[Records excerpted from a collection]
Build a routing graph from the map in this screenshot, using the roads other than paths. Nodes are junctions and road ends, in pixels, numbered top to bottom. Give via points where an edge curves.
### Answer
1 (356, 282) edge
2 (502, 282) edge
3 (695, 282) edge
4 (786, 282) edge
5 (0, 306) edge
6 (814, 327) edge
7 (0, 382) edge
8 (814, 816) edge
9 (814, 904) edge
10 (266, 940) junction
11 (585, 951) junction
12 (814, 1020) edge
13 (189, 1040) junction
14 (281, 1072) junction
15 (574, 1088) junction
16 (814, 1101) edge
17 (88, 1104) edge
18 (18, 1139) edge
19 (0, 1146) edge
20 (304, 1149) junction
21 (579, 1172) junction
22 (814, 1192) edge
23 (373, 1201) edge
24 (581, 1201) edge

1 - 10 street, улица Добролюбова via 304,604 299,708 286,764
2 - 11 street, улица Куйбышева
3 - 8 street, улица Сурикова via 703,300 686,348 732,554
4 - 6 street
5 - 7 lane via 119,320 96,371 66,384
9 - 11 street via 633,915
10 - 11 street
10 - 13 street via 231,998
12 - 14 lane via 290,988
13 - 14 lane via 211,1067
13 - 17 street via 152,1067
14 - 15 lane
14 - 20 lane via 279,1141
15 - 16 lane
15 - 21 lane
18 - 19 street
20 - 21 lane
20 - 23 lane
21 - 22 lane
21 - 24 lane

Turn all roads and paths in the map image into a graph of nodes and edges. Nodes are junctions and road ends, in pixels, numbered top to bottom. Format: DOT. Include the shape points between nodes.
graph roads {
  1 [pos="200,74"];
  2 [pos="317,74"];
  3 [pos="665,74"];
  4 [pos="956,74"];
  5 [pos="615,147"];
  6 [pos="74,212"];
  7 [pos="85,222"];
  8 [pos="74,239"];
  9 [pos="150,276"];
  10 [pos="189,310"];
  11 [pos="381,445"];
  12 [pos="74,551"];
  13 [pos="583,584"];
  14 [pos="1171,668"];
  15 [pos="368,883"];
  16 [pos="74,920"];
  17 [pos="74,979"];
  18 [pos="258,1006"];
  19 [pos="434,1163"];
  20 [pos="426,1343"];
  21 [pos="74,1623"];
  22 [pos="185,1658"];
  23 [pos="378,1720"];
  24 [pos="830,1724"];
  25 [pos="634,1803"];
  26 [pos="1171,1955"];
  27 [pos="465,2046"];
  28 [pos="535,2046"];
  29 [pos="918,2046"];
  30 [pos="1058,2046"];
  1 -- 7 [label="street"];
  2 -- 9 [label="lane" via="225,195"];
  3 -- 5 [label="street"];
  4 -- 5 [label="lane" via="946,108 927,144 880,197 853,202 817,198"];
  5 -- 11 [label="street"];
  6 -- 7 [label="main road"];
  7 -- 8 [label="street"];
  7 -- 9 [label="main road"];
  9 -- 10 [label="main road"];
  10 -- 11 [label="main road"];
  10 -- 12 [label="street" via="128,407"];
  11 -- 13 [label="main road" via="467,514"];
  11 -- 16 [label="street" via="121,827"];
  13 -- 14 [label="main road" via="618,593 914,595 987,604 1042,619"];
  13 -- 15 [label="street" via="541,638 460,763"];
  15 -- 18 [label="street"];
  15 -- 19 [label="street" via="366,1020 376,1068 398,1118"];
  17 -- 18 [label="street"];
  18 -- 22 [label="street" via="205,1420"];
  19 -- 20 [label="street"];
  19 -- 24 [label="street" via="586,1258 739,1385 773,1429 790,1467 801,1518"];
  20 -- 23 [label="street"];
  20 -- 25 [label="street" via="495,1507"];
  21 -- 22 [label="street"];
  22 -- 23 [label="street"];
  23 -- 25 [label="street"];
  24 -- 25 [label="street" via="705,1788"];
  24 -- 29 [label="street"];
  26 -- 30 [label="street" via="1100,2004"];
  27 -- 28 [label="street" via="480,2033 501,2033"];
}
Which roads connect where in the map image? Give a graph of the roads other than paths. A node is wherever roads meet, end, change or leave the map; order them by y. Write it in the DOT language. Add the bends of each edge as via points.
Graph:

[Exercise details]
Set down the records again in full. Match them exactly.

[Answer for this exercise]
Build a routing graph from the map in this screenshot, using the roads other than paths. Nodes are junctions and road ends, in pixels, numbered top to bottom. Give via points where an edge curves.
### Answer
1 (356, 282) edge
2 (502, 282) edge
3 (695, 282) edge
4 (786, 282) edge
5 (0, 306) edge
6 (814, 327) edge
7 (0, 382) edge
8 (814, 816) edge
9 (814, 904) edge
10 (266, 940) junction
11 (585, 951) junction
12 (814, 1020) edge
13 (189, 1040) junction
14 (281, 1072) junction
15 (574, 1088) junction
16 (814, 1101) edge
17 (88, 1104) edge
18 (18, 1139) edge
19 (0, 1146) edge
20 (304, 1149) junction
21 (579, 1172) junction
22 (814, 1192) edge
23 (373, 1201) edge
24 (581, 1201) edge

1 - 10 street, улица Добролюбова via 304,604 299,708 286,764
2 - 11 street, улица Куйбышева
3 - 8 street, улица Сурикова via 703,300 686,348 732,554
4 - 6 street
5 - 7 lane via 119,320 96,371 66,384
9 - 11 street via 633,915
10 - 11 street
10 - 13 street via 231,998
12 - 14 lane via 290,988
13 - 14 lane via 211,1067
13 - 17 street via 152,1067
14 - 15 lane
14 - 20 lane via 279,1141
15 - 16 lane
15 - 21 lane
18 - 19 street
20 - 21 lane
20 - 23 lane
21 - 22 lane
21 - 24 lane

Turn all roads and paths in the map image into a graph of nodes and edges. Nodes are junctions and road ends, in pixels, numbered top to bottom. Format: DOT. Include the shape points between nodes.
graph roads {
  1 [pos="200,74"];
  2 [pos="317,74"];
  3 [pos="665,74"];
  4 [pos="956,74"];
  5 [pos="615,147"];
  6 [pos="74,212"];
  7 [pos="85,222"];
  8 [pos="74,239"];
  9 [pos="150,276"];
  10 [pos="189,310"];
  11 [pos="381,445"];
  12 [pos="74,551"];
  13 [pos="583,584"];
  14 [pos="1171,668"];
  15 [pos="368,883"];
  16 [pos="74,920"];
  17 [pos="74,979"];
  18 [pos="258,1006"];
  19 [pos="434,1163"];
  20 [pos="426,1343"];
  21 [pos="74,1623"];
  22 [pos="185,1658"];
  23 [pos="378,1720"];
  24 [pos="830,1724"];
  25 [pos="634,1803"];
  26 [pos="1171,1955"];
  27 [pos="465,2046"];
  28 [pos="535,2046"];
  29 [pos="918,2046"];
  30 [pos="1058,2046"];
  1 -- 7 [label="street"];
  2 -- 9 [label="lane" via="225,195"];
  3 -- 5 [label="street"];
  4 -- 5 [label="lane" via="946,108 927,144 880,197 853,202 817,198"];
  5 -- 11 [label="street"];
  6 -- 7 [label="main road"];
  7 -- 8 [label="street"];
  7 -- 9 [label="main road"];
  9 -- 10 [label="main road"];
  10 -- 11 [label="main road"];
  10 -- 12 [label="street" via="128,407"];
  11 -- 13 [label="main road" via="467,514"];
  11 -- 16 [label="street" via="121,827"];
  13 -- 14 [label="main road" via="618,593 914,595 987,604 1042,619"];
  13 -- 15 [label="street" via="541,638 460,763"];
  15 -- 18 [label="street"];
  15 -- 19 [label="street" via="366,1020 376,1068 398,1118"];
  17 -- 18 [label="street"];
  18 -- 22 [label="street" via="205,1420"];
  19 -- 20 [label="street"];
  19 -- 24 [label="street" via="586,1258 739,1385 773,1429 790,1467 801,1518"];
  20 -- 23 [label="street"];
  20 -- 25 [label="street" via="495,1507"];
  21 -- 22 [label="street"];
  22 -- 23 [label="street"];
  23 -- 25 [label="street"];
  24 -- 25 [label="street" via="705,1788"];
  24 -- 29 [label="street"];
  26 -- 30 [label="street" via="1100,2004"];
  27 -- 28 [label="street" via="480,2033 501,2033"];
}
Which roads connect where in the map image? Give a graph of the roads other than paths. A node is wherever roads meet, end, change or leave the map; order them by y. Write it in the DOT language. Add the bends of each edge as via points.
Graph:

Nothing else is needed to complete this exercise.